Intra-articular knee injection is the one of useful modality in conservative treatment.16 To achieve the maximal potential treatment, various medial agents should be delivered into the joint. Injection technique is one of the most important factor for accuracy of intra-articular knee injection especially in symptomatic osteoarthritis knee with no effusion.6 From previous studies about intra-articular knee injection in the symptomatic knee osteoarthritis without effusion, there are limited evidences and still controversy about injection technique and approach for the precision of landmark-guided injection(4, 6–11). The Backflow technique have benefit to prove of the intra-articular placement of needle during injection that have accuracy about 96.97%.12 A study reveals the high accurate in the full-flexion anterolateral injection in the dry osteoarthritis knee17 but the osteoarthritic knee patients may have more pain in the fully flexed of the knee so that we used the 90-degree knee flexion during the injection.

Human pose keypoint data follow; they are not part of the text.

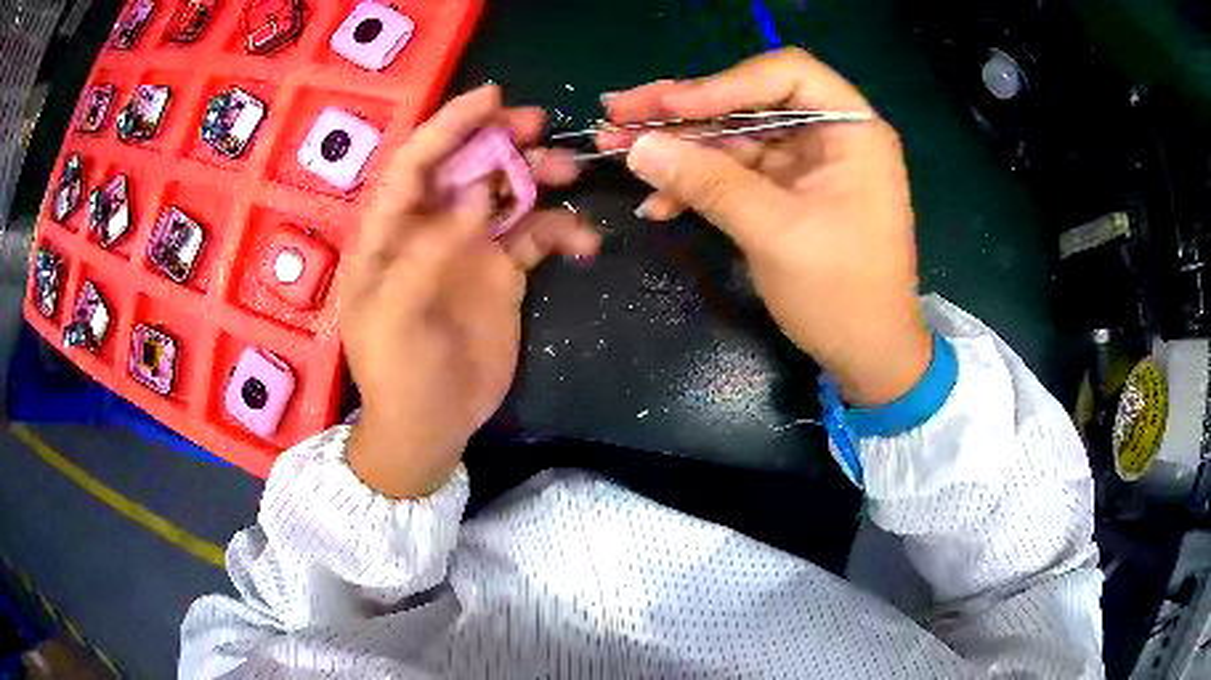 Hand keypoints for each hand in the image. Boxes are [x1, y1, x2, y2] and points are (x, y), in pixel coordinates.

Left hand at [343, 85, 599, 498]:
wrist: (431, 427)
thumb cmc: (396, 375)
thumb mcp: (394, 319)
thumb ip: (426, 253)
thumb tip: (476, 195)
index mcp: (390, 232)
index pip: (415, 163)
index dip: (449, 125)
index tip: (491, 98)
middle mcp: (430, 228)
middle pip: (465, 165)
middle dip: (499, 139)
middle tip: (538, 126)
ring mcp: (469, 248)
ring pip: (505, 192)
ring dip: (537, 176)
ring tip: (569, 174)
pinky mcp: (503, 272)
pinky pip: (536, 236)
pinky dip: (562, 231)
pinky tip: (585, 243)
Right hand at [600, 48, 930, 405]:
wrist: (868, 356)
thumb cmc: (842, 295)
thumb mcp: (775, 234)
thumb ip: (708, 183)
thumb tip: (638, 146)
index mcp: (851, 130)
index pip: (786, 74)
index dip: (723, 83)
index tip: (669, 107)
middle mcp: (829, 135)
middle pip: (749, 100)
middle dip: (684, 110)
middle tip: (619, 112)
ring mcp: (806, 164)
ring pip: (735, 135)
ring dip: (680, 146)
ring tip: (618, 149)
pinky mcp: (787, 191)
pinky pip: (735, 172)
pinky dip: (698, 183)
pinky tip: (659, 202)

The weakness of this study including; 1. the lack of comparison with other approach of knee injection technique, 2. Relatively low number of participants may lead to low power of the accuracy, 3. We study of the short term follow up study (only immediate result of injections) so do not have the results of the follow-up period, and 4. no randomized double blind that may lead to some bias of the results. For further studies, the large number of cases should be considered to increase the accuracy of the study and the other approach of knee injection technique should be compared.

Conclusion

Our proposed technique, the modified anterolateral approach for intra-articular knee injection yield the favorable accuracy rate of injection and reliable approach of landmark-guided injection in symptomatic osteoarthritis knee without effusion.

Abbreviations

OA

Osteoarthritis

MAL

Modified anterolateral

SL

Standard superolateral

VAS

Visual Analog Scale

Ethics approval

This study was conducted with the formal approval of the human ethical committee of Thammasat University No.MTU-EC-OT-1-054/57. The consent was informed with written documents to all of participants before injections.

Conflict of Interest

None of the authors have relevant conflicts of interest to declare.

Funding Statement

No funding was obtained for this study.

Acknowledgements

We would like to thank Orthopaedics Department, Faculty of Medicine, Thammasat University and Thammasat Hospital for kindly support.